→ **Task instructions**
Check each line of the material below for "node", then copy the ones that contain it.

→ **Available records**
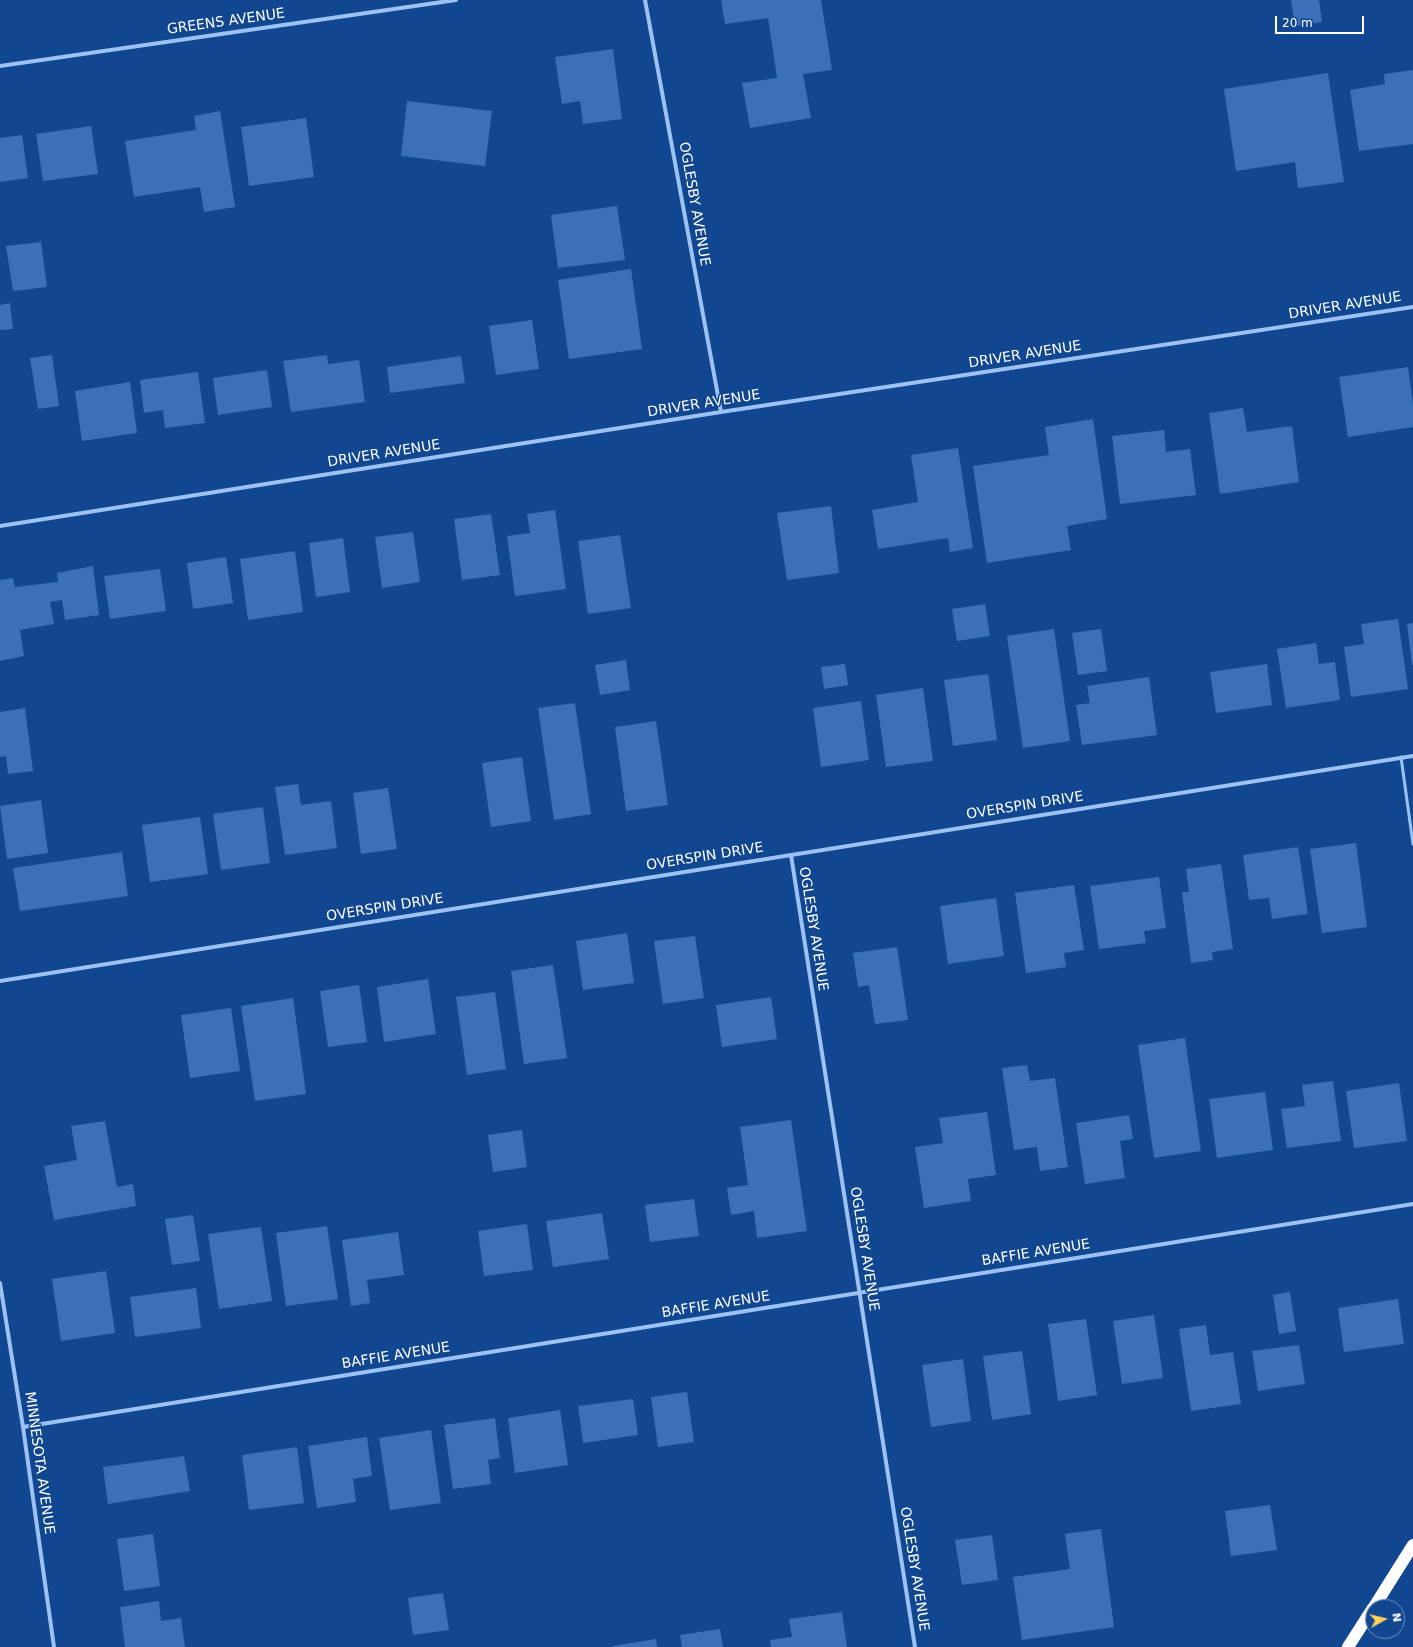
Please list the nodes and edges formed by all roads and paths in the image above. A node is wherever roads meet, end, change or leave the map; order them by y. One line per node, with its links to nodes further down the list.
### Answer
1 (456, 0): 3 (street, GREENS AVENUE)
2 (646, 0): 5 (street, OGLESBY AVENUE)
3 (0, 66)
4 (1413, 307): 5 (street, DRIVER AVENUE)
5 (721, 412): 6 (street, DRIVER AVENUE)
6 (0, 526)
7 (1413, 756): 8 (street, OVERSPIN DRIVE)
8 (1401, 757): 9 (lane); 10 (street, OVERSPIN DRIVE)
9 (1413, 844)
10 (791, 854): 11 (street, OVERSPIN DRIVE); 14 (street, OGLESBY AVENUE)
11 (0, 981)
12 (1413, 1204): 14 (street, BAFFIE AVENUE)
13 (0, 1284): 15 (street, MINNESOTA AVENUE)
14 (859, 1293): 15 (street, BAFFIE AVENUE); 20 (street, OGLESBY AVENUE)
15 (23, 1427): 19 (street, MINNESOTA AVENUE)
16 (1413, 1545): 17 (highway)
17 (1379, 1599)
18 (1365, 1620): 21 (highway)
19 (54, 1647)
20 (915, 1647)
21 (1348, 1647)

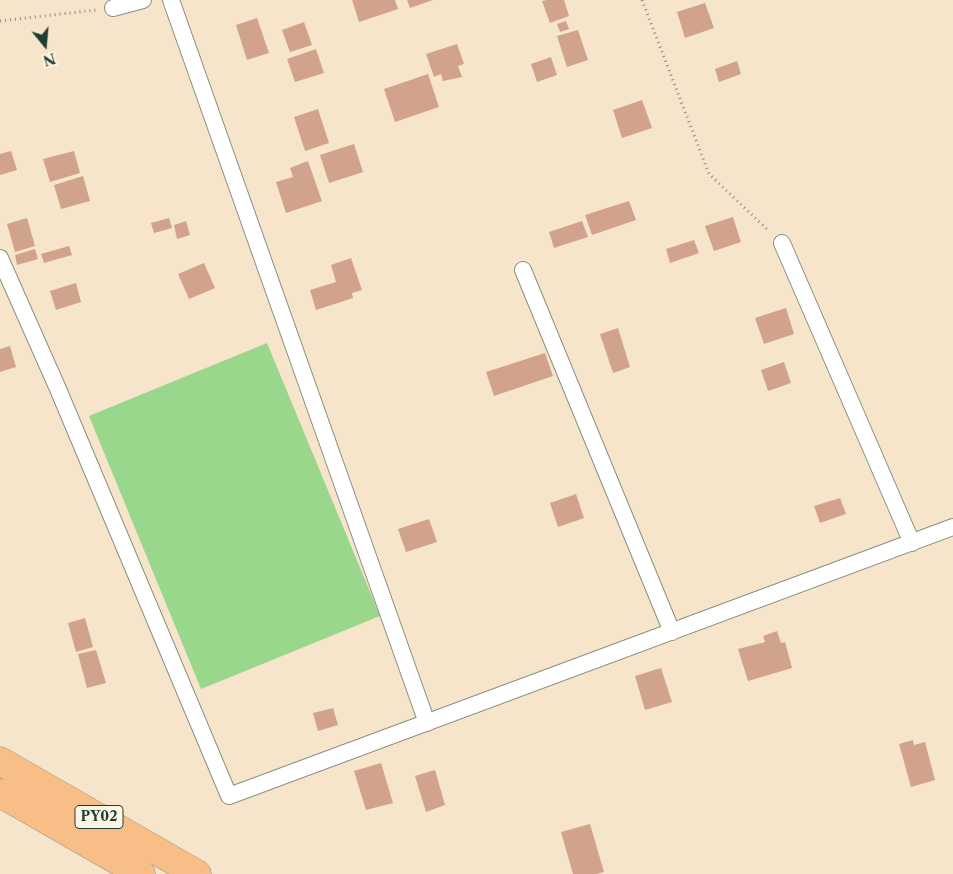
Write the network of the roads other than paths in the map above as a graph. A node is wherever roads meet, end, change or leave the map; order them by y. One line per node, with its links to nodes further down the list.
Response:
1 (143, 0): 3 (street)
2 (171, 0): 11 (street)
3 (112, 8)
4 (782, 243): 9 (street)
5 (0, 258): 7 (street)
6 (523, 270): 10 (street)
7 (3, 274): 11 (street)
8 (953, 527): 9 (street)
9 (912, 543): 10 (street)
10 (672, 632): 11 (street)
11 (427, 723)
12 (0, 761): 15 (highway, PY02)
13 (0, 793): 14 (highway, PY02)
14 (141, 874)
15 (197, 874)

→ **Response area**
Please list the nodes and edges formed by all roads and paths in the image above. A node is wherever roads meet, end, change or leave the map; order them by y. One line per node, with its links to nodes further down the list.
Write the network of the roads other than paths in the map above as a graph. A node is wherever roads meet, end, change or leave the map; order them by y. One line per node, with its links to nodes further down the list.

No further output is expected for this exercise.